The answer must consist of every line from the entries below that contains the word "Elmridge".

--- Information shown ---

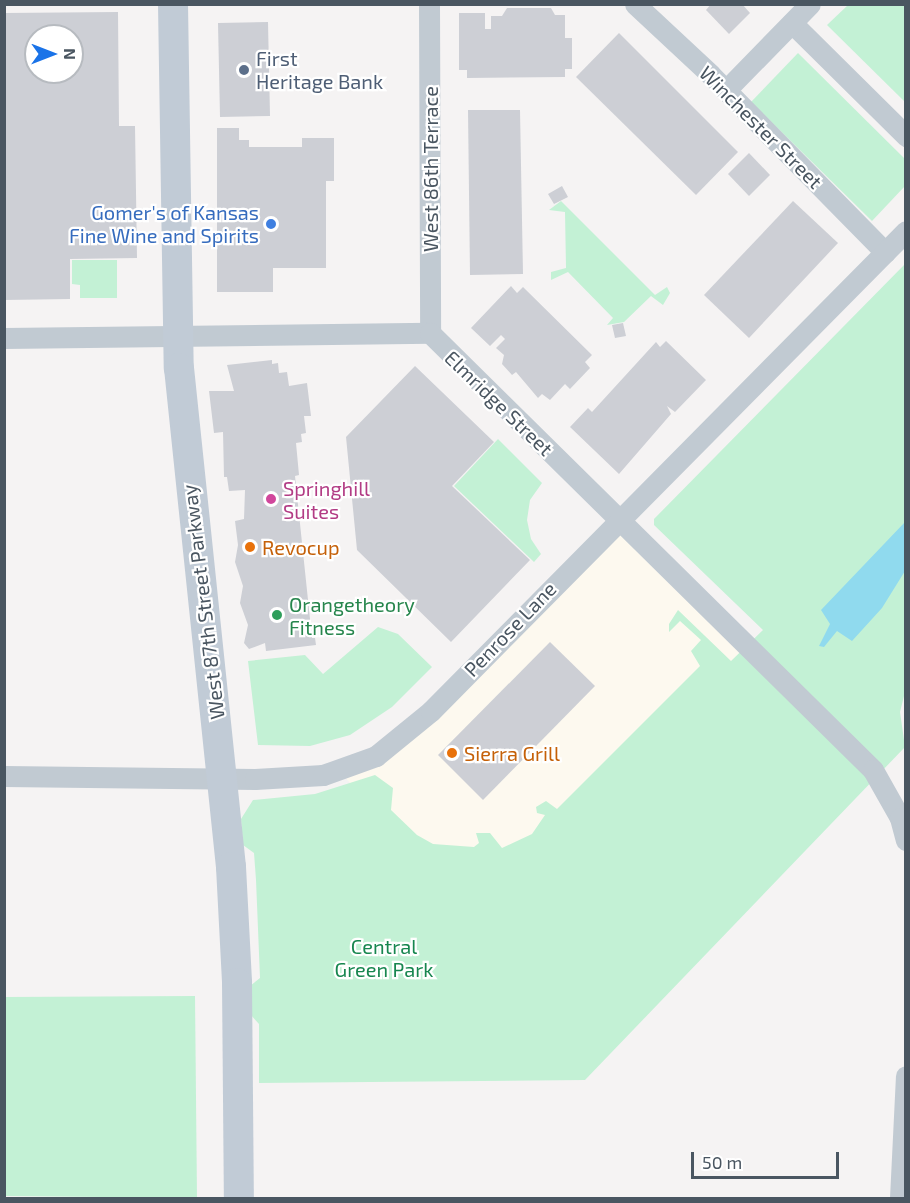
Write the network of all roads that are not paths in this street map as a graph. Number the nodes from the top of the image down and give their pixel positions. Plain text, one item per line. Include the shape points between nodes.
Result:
1 (173, 4) edge
2 (429, 4) edge
3 (635, 4) edge
4 (810, 4) edge
5 (792, 24) junction
6 (726, 90) junction
7 (906, 136) edge
8 (906, 231) edge
9 (885, 252) junction
10 (430, 333) junction
11 (178, 336) junction
12 (4, 338) edge
13 (618, 518) junction
14 (4, 776) edge
15 (224, 780) junction
16 (906, 840) edge
17 (906, 1076) edge
18 (239, 1198) edge
19 (900, 1198) edge

1 - 11 main road, West 87th Street Parkway
2 - 10 street, West 86th Terrace
3 - 6 street, Winchester Street
4 - 5 street
5 - 6 street
5 - 7 street
6 - 9 street, Winchester Street
8 - 9 street, Penrose Lane
9 - 13 street, Penrose Lane
10 - 11 street, Elmridge Street
10 - 13 street, Elmridge Street
11 - 12 street, Elmridge Street
11 - 15 main road, West 87th Street Parkway via 183,418
13 - 15 street, Penrose Lane via 431,711 376,756 323,775
13 - 16 street, Elmridge Street via 873,771 900,818
14 - 15 street, Penrose Lane
15 - 18 main road, West 87th Street Parkway via 237,984
17 - 19 street

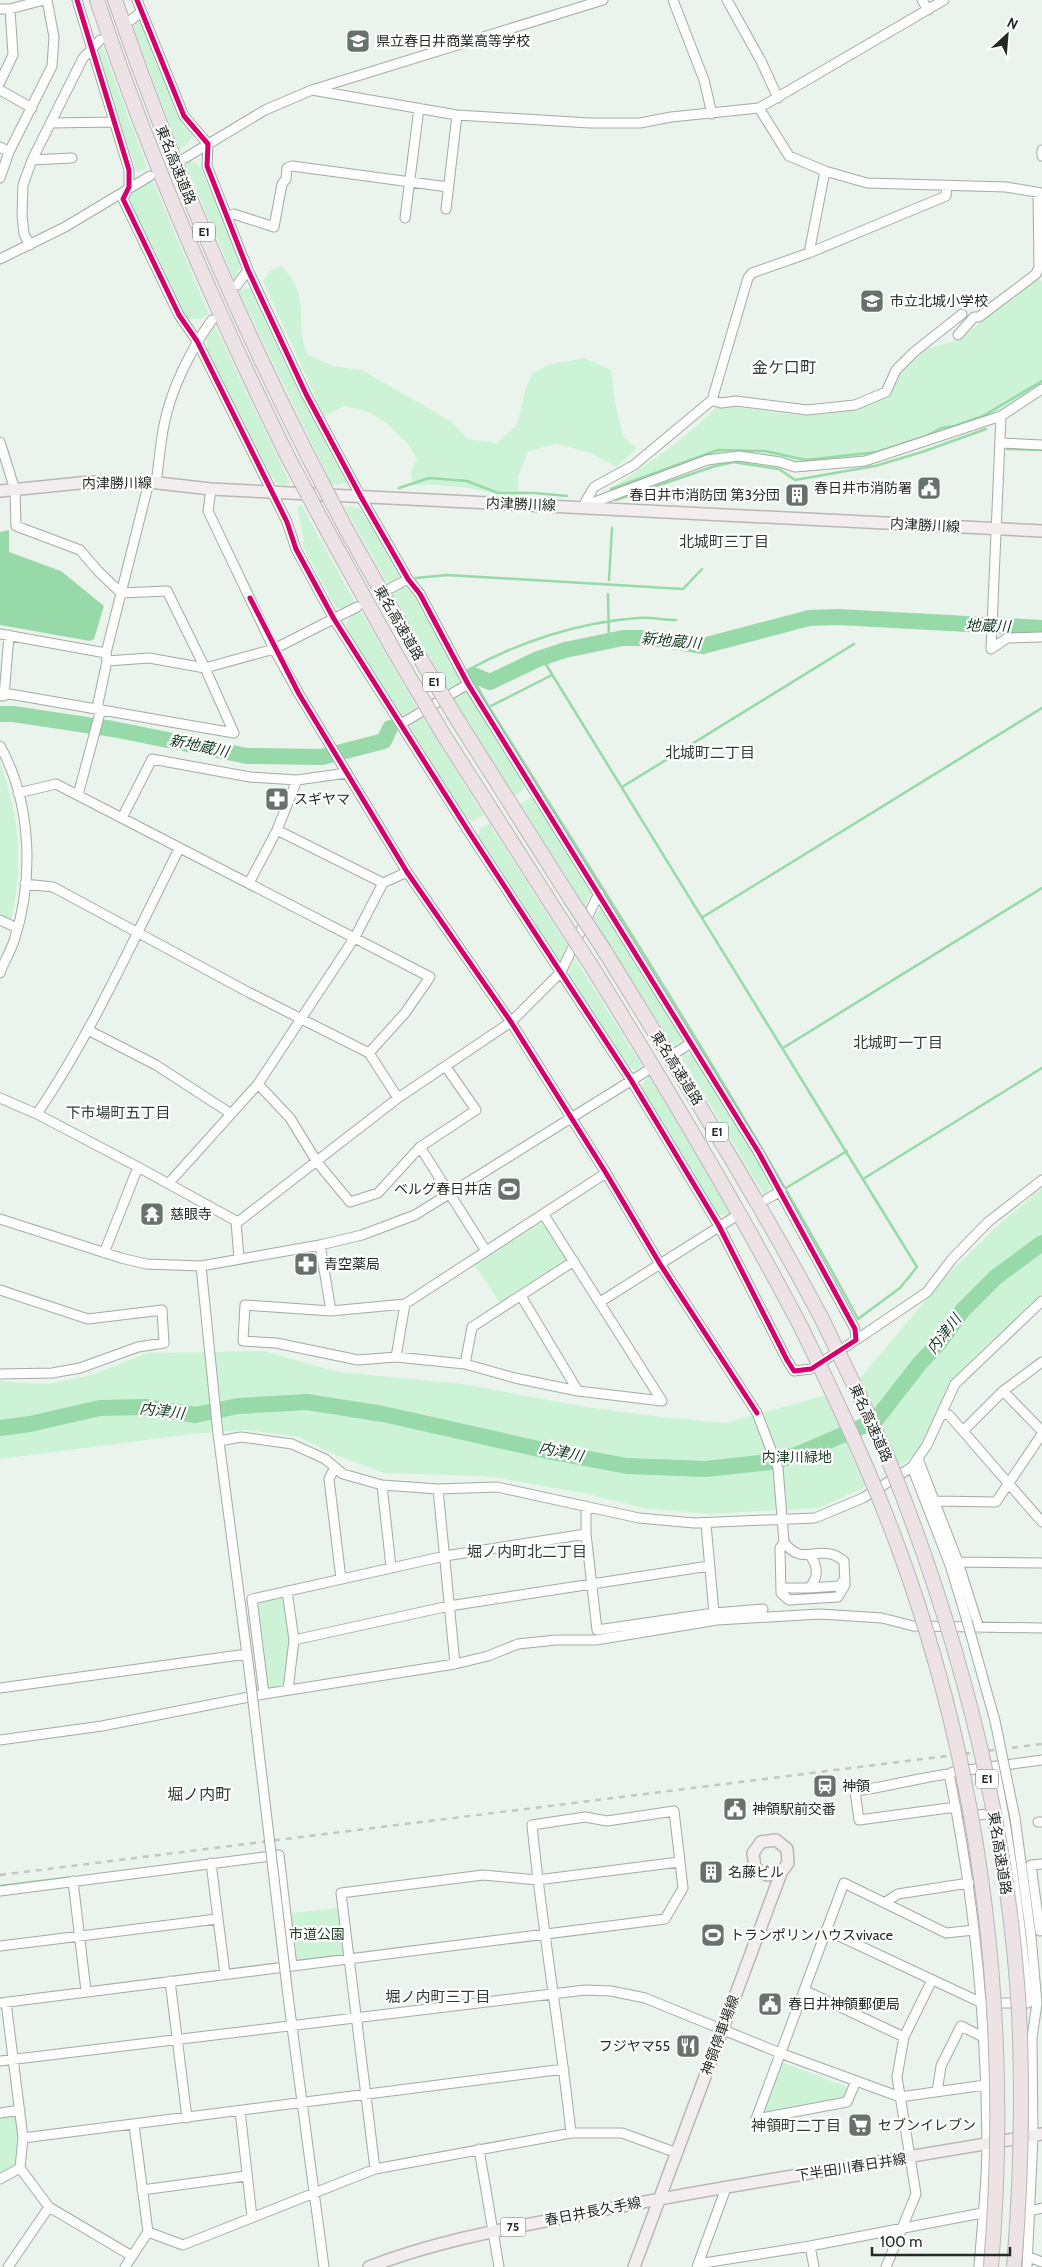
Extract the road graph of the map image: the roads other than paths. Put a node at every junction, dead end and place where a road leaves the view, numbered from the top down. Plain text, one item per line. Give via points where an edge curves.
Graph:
1 (45, 0) edge
2 (77, 0) edge
3 (97, 0) edge
4 (115, 0) edge
5 (137, 0) edge
6 (603, 0) edge
7 (673, 0) edge
8 (727, 0) edge
9 (922, 0) edge
10 (944, 0) edge
11 (0, 9) edge
12 (10, 9) junction
13 (928, 10) junction
14 (140, 13) junction
15 (131, 20) dead end
16 (100, 40) dead end
17 (91, 48) junction
18 (0, 82) edge
19 (0, 90) edge
20 (312, 90) junction
21 (778, 98) junction
22 (32, 108) junction
23 (419, 108) junction
24 (759, 108) junction
25 (712, 114) junction
26 (457, 115) junction
27 (113, 122) junction
28 (51, 123) junction
29 (208, 144) junction
30 (0, 147) edge
31 (1042, 150) edge
32 (9, 152) junction
33 (1042, 156) edge
34 (72, 158) dead end
35 (185, 158) dead end
36 (32, 160) junction
37 (825, 171) junction
38 (150, 176) dead end
39 (0, 178) edge
40 (409, 182) junction
41 (946, 186) junction
42 (130, 187) junction
43 (448, 187) junction
44 (1040, 193) edge
45 (446, 209) dead end
46 (227, 217) junction
47 (405, 218) dead end
48 (30, 245) junction
49 (809, 253) junction
50 (0, 258) edge
51 (248, 270) junction
52 (237, 285) dead end
53 (962, 314) dead end
54 (212, 320) dead end
55 (958, 335) dead end
56 (197, 340) junction
57 (1042, 389) edge
58 (712, 400) junction
59 (1001, 416) junction
60 (0, 442) edge
61 (1000, 443) junction
62 (1042, 445) edge
63 (153, 482) junction
64 (211, 489) junction
65 (15, 490) junction
66 (0, 492) edge
67 (272, 492) junction
68 (361, 497) junction
69 (583, 506) junction
70 (996, 528) junction
71 (1042, 530) edge
72 (408, 580) junction
73 (392, 588) dead end
74 (121, 593) junction
75 (357, 607) dead end
76 (334, 619) junction
77 (4, 635) edge
78 (1042, 637) edge
79 (274, 649) junction
80 (107, 657) junction
81 (205, 668) junction
82 (468, 684) junction
83 (2, 694) edge
84 (99, 708) junction
85 (401, 724) junction
86 (0, 746) edge
87 (345, 770) junction
88 (297, 780) junction
89 (18, 794) junction
90 (78, 795) junction
91 (122, 818) junction
92 (278, 830) junction
93 (179, 848) junction
94 (407, 872) junction
95 (249, 883) junction
96 (383, 883) junction
97 (25, 884) junction
98 (599, 893) junction
99 (0, 920) edge
100 (16, 928) junction
101 (138, 931) junction
102 (356, 937) junction
103 (561, 972) junction
104 (0, 973) edge
105 (300, 1020) junction
106 (510, 1022) junction
107 (88, 1030) junction
108 (691, 1043) junction
109 (677, 1052) dead end
110 (370, 1053) junction
111 (446, 1067) junction
112 (645, 1072) dead end
113 (632, 1080) junction
114 (258, 1084) junction
115 (0, 1098) edge
116 (398, 1098) junction
117 (230, 1113) junction
118 (37, 1114) junction
119 (571, 1118) junction
120 (420, 1147) junction
121 (318, 1162) junction
122 (138, 1167) junction
123 (606, 1173) junction
124 (1042, 1180) edge
125 (169, 1183) junction
126 (781, 1191) junction
127 (450, 1195) junction
128 (767, 1199) dead end
129 (544, 1215) junction
130 (733, 1218) dead end
131 (0, 1220) edge
132 (237, 1222) junction
133 (719, 1226) junction
134 (320, 1246) junction
135 (486, 1251) junction
136 (104, 1253) junction
137 (239, 1258) junction
138 (574, 1261) junction
139 (660, 1264) junction
140 (201, 1266) junction
141 (0, 1290) edge
142 (521, 1296) junction
143 (1042, 1301) edge
144 (600, 1302) junction
145 (405, 1304) junction
146 (331, 1311) junction
147 (856, 1340) junction
148 (396, 1357) junction
149 (1042, 1362) edge
150 (464, 1364) junction
151 (0, 1374) edge
152 (578, 1391) junction
153 (1003, 1391) junction
154 (942, 1414) junction
155 (963, 1431) junction
156 (1042, 1432) edge
157 (219, 1437) junction
158 (918, 1458) junction
159 (335, 1467) junction
160 (912, 1467) junction
161 (1009, 1484) junction
162 (382, 1485) junction
163 (438, 1489) junction
164 (935, 1501) junction
165 (586, 1506) junction
166 (781, 1518) junction
167 (1042, 1522) edge
168 (706, 1524) junction
169 (586, 1534) junction
170 (784, 1542) junction
171 (810, 1555) junction
172 (445, 1556) junction
173 (958, 1562) junction
174 (1042, 1563) edge
175 (709, 1566) junction
176 (391, 1567) junction
177 (845, 1578) junction
178 (341, 1579) junction
179 (592, 1583) junction
180 (781, 1588) junction
181 (809, 1588) junction
182 (287, 1591) junction
183 (450, 1606) junction
184 (763, 1609) dead end
185 (714, 1613) junction
186 (979, 1628) junction
187 (1042, 1628) edge
188 (294, 1640) junction
189 (247, 1654) junction
190 (455, 1664) junction
191 (0, 1688) edge
192 (288, 1690) junction
193 (264, 1694) junction
194 (0, 1740) edge
195 (1042, 1760) edge
196 (995, 1766) junction
197 (949, 1774) junction
198 (957, 1812) junction
199 (1004, 1812) junction
200 (679, 1862) junction
201 (211, 1863) junction
202 (1042, 1864) edge
203 (781, 1873) dead end
204 (537, 1880) junction
205 (73, 1881) junction
206 (969, 1883) junction
207 (0, 1891) edge
208 (884, 1903) junction
209 (217, 1919) junction
210 (826, 1930) junction
211 (974, 1930) junction
212 (1042, 1930) edge
213 (545, 1935) junction
214 (80, 1937) junction
215 (0, 1946) edge
216 (349, 1959) junction
217 (292, 1966) junction
218 (225, 1974) junction
219 (932, 1980) junction
220 (170, 1981) junction
221 (804, 1990) junction
222 (86, 1991) junction
223 (552, 1994) junction
224 (3, 2002) edge
225 (982, 2003) junction
226 (1036, 2003) edge
227 (356, 2017) junction
228 (293, 2025) junction
229 (722, 2029) junction
230 (904, 2037) junction
231 (983, 2037) junction
232 (178, 2041) junction
233 (780, 2053) junction
234 (14, 2060) junction
235 (0, 2061) edge
236 (564, 2069) junction
237 (1037, 2069) edge
238 (856, 2081) junction
239 (985, 2085) junction
240 (937, 2092) junction
241 (366, 2096) junction
242 (900, 2097) junction
243 (303, 2103) junction
244 (20, 2110) junction
245 (240, 2111) junction
246 (0, 2112) edge
247 (187, 2118) junction
248 (134, 2125) junction
249 (571, 2133) junction
250 (1037, 2135) edge
251 (23, 2138) junction
252 (987, 2144) junction
253 (479, 2149) junction
254 (677, 2153) junction
255 (910, 2158) junction
256 (20, 2168) junction
257 (375, 2169) junction
258 (246, 2176) junction
259 (0, 2179) edge
260 (726, 2188) junction
261 (142, 2190) junction
262 (314, 2194) junction
263 (660, 2198) junction
264 (49, 2207) junction
265 (1042, 2208) edge
266 (1030, 2211) junction
267 (982, 2213) junction
268 (252, 2217) junction
269 (903, 2229) junction
270 (493, 2231) junction
271 (148, 2232) junction
272 (810, 2246) junction
273 (132, 2256) junction
274 (1028, 2262) edge
275 (1042, 2262) edge
276 (698, 2266) edge
277 (8, 2267) edge
278 (125, 2267) edge
279 (324, 2267) edge
280 (369, 2267) edge
281 (499, 2267) edge
282 (634, 2267) edge
283 (814, 2267) edge
284 (886, 2267) edge
285 (979, 2267) edge
286 (991, 2267) edge
287 (1014, 2267) edge

1 - 12 street
1 - 22 street via 54,37 52,66
2 - 17 street
3 - 286 highway, 東名高速道路 / E1, bridge via 134,106 192,249 288,457 443,734 594,970 762,1253 851,1433 901,1554 948,1707 974,1827 992,1959 998,2150
4 - 287 highway, 東名高速道路 / E1, bridge via 208,244 273,386 346,529 460,724 732,1158 822,1319 892,1468 952,1637 986,1774 1007,1895 1019,2010 1021,2145
5 - 14 street
6 - 20 street
7 - 25 street via 704,80
8 - 21 street
9 - 13 street
10 - 13 street
11 - 12 street
12 - 18 street via 12,55
13 - 21 street
14 - 15 street
14 - 29 street via 184,116
16 - 17 street
17 - 27 street
17 - 28 street
19 - 22 street
20 - 23 street
20 - 29 street via 265,110
21 - 24 street
22 - 32 street
23 - 26 street
23 - 40 street
24 - 25 street
24 - 37 street via 789,156
25 - 26 street via 640,123
26 - 43 street
27 - 28 street
27 - 42 street via 129,170
28 - 36 street
29 - 35 street
29 - 46 street via 207,166
30 - 32 street
31 - 33 street
32 - 39 street
34 - 36 street
36 - 48 street via 23,185 22,215 24,234
37 - 41 street via 867,183
37 - 49 street
38 - 42 street
40 - 43 street
40 - 46 street via 292,166 287,168 282,184 274,227 234,214
40 - 47 street
41 - 44 street via 1006,187
41 - 49 street via 946,196
42 - 48 street
42 - 56 street via 123,199 179,315
43 - 45 street
44 - 55 street via 1040,267 1036,274 979,317 974,317
46 - 51 street
48 - 50 street
49 - 58 street via 752,273 748,278
51 - 52 street
51 - 68 street via 306,394
53 - 58 street via 896,370 886,392 855,405 807,410
54 - 56 street
56 - 63 street via 164,424
56 - 67 street
57 - 59 street
58 - 69 street via 634,465 594,486
59 - 61 street
59 - 69 street via 866,461 795,467 739,456 707,460
60 - 65 street
61 - 62 street
61 - 70 street
63 - 64 main road, 内津勝川線
63 - 65 main road, 内津勝川線 via 90,482
63 - 74 street
64 - 67 main road, 内津勝川線
64 - 79 street via 208,512
65 - 66 main road, 内津勝川線
65 - 74 street via 16,526 80,550
67 - 68 main road, 内津勝川線
67 - 76 street via 296,549
68 - 69 main road, 内津勝川線
68 - 72 street
69 - 70 main road, 内津勝川線
70 - 71 main road, 内津勝川線
70 - 78 street via 991,649 1008,638
72 - 73 street
72 - 82 street via 420,594
74 - 80 street
74 - 81 street via 167,592
75 - 76 street
76 - 79 street
76 - 85 street
77 - 80 street
77 - 83 street
79 - 81 street
79 - 87 street
80 - 81 street via 149,658
80 - 84 street
81 - 84 street via 234,734
82 - 85 street
82 - 98 street
83 - 84 street
84 - 90 street
85 - 103 street
86 - 89 street
87 - 88 street
87 - 94 street
88 - 91 street via 250,777 152,759
88 - 92 street
89 - 90 street via 56,784
89 - 97 street via 27,852
90 - 91 street
91 - 93 street
92 - 95 street
92 - 96 street
93 - 95 street
93 - 101 street
94 - 96 street
94 - 106 street
95 - 102 street
96 - 102 street
97 - 100 street
97 - 101 street via 53,887
98 - 103 street
98 - 108 street
99 - 100 street
100 - 104 street
101 - 105 street
101 - 107 street
102 - 105 street
102 - 110 street via 430,977 405,1013
103 - 106 street
103 - 113 street
105 - 110 street
105 - 114 street
106 - 111 street
106 - 119 street
107 - 117 street via 156,1065
107 - 118 street
108 - 109 street
108 - 126 street
110 - 116 street
111 - 116 street
111 - 120 street via 476,1110
112 - 113 street
113 - 119 street
113 - 133 street
114 - 117 street
114 - 121 street via 290,1118
115 - 118 street
116 - 121 street
117 - 125 street
118 - 122 street
119 - 123 street
119 - 127 street
120 - 121 street via 378,1193 350,1202
120 - 127 street
121 - 132 street
122 - 125 street
122 - 136 street
123 - 129 street
123 - 139 street
124 - 147 street via 988,1222 952,1259 927,1292
125 - 132 street
126 - 128 street
126 - 147 street via 855,1329
127 - 134 street via 396,1224
127 - 135 street
129 - 135 street
129 - 138 street
130 - 133 street
131 - 136 street
132 - 137 street
133 - 139 street
133 - 147 street via 794,1371 810,1369
134 - 137 street
134 - 146 street
135 - 145 street
136 - 140 street via 146,1264
137 - 140 street
138 - 142 street
138 - 144 street
139 - 144 street
139 - 166 street via 762,1423 778,1468
140 - 157 street
141 - 151 street via 88,1318 162,1310 164,1343 138,1347 80,1368 52,1373
142 - 150 street via 472,1327
142 - 152 street
143 - 154 street via 955,1384
144 - 152 street via 662,1401
145 - 146 street
145 - 148 street
146 - 148 street via 245,1305 243,1341 276,1342 358,1360
148 - 150 street
149 - 153 street
150 - 152 street
153 - 155 street
153 - 156 street
154 - 155 street via 949,1415
154 - 158 street
155 - 161 street
156 - 161 street
157 - 159 street via 292,1444
157 - 189 street
158 - 160 street
158 - 164 street
159 - 162 street via 343,1474
159 - 178 street via 329,1479
160 - 166 street via 832,1513 815,1518
160 - 226 street, bridge via 950,1565 995,1721 1015,1818 1031,1936
161 - 164 street via 996,1502
161 - 167 street
162 - 163 street
162 - 176 street
163 - 165 street via 497,1487
163 - 172 street
164 - 173 street
165 - 168 street via 640,1518
165 - 169 street
166 - 168 street
166 - 170 street
168 - 175 street
169 - 172 street
169 - 179 street
170 - 171 street via 790,1551
170 - 180 street via 780,1548
171 - 177 street via 834,1554 844,1561
171 - 181 street via 817,1571
172 - 176 street
172 - 183 street
173 - 174 street
173 - 186 street
175 - 179 street
175 - 185 street
176 - 178 street
177 - 180 street via 838,1597 789,1600 781,1593
177 - 181 street via 839,1586
178 - 182 street
179 - 183 street
179 - 185 street via 597,1630
180 - 181 street
182 - 188 street
182 - 193 street via 252,1599
183 - 188 street
183 - 190 street
184 - 185 street
186 - 187 street
186 - 190 street via 912,1626 882,1618 820,1614 717,1620 596,1640 518,1644
188 - 192 street
189 - 191 street
189 - 228 street, bridge
190 - 192 street
192 - 193 street
193 - 194 street via 102,1726
195 - 196 street
196 - 197 street
196 - 199 street
197 - 198 street
197 - 198 street via 855,1791 859,1820
198 - 199 street
198 - 206 street
199 - 226 street
200 - 204 street
200 - 204 street via 674,1811 607,1820 585,1818 532,1825
200 - 213 street via 683,1888 665,1919
201 - 205 street
201 - 209 street
201 - 217 street via 279,1855
202 - 212 street via 1031,1865
203 - 229 main road, 神領停車場線
204 - 213 street
204 - 216 street via 483,1875 341,1893
205 - 207 street
205 - 214 street
206 - 208 street via 898,1894
206 - 211 street
208 - 210 street via 844,1883
208 - 211 street via 946,1933
209 - 214 street
209 - 218 street
210 - 219 street
210 - 221 street
211 - 225 street
213 - 216 street
213 - 223 street
214 - 215 street
214 - 222 street
216 - 217 street
216 - 227 street
217 - 218 street
218 - 220 street
219 - 225 street
219 - 230 street
220 - 222 street
220 - 232 street
221 - 230 street
221 - 233 street
222 - 224 street
223 - 227 street
223 - 229 street via 585,1990 629,1994
223 - 236 street
224 - 234 street
225 - 226 street
225 - 231 street
226 - 237 street via 1032,2038
227 - 228 street
227 - 241 street
228 - 232 street
228 - 243 street
229 - 233 street
229 - 254 main road, 神領停車場線
230 - 242 street via 897,2077
231 - 239 street
231 - 240 street via 961,2026 941,2066
232 - 234 street
232 - 247 street
233 - 238 street
233 - 238 street via 756,2119 847,2102
234 - 235 street
234 - 244 street
236 - 241 street
236 - 249 street
237 - 250 street
238 - 242 street
239 - 240 street
239 - 252 street
240 - 242 street
241 - 243 street
241 - 257 street
242 - 255 street
243 - 245 street
243 - 262 street
244 - 246 street
244 - 251 street
245 - 247 street
245 - 258 street
247 - 248 street
248 - 251 street
248 - 261 street
249 - 253 street
249 - 254 street via 622,2133
250 - 252 main road, 下半田川春日井線
250 - 266 street
251 - 256 street
252 - 255 main road, 下半田川春日井線
252 - 267 street
253 - 257 street
253 - 270 street
254 - 263 main road, 神領停車場線
255 - 260 main road, 下半田川春日井線
255 - 269 street via 916,2194
256 - 259 street
256 - 264 street
257 - 262 street
258 - 261 street
258 - 268 street
260 - 263 main road, 下半田川春日井線
260 - 276 street
261 - 271 street
262 - 268 street
262 - 279 street
263 - 270 main road, 春日井長久手線 / 75
263 - 282 main road, 春日井長久手線
264 - 273 street
264 - 277 street
265 - 266 street
266 - 274 street
267 - 269 street
267 - 285 street
268 - 271 street via 183,2245
269 - 272 street
269 - 284 street
270 - 280 main road, 春日井長久手線 / 75 via 440,2242
270 - 281 street
271 - 273 street
272 - 276 street
272 - 283 street
273 - 278 street
274 - 275 street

---

▶ _Task output_
10 - 11 street, Elmridge Street
10 - 13 street, Elmridge Street
11 - 12 street, Elmridge Street
13 - 16 street, Elmridge Street via 873,771 900,818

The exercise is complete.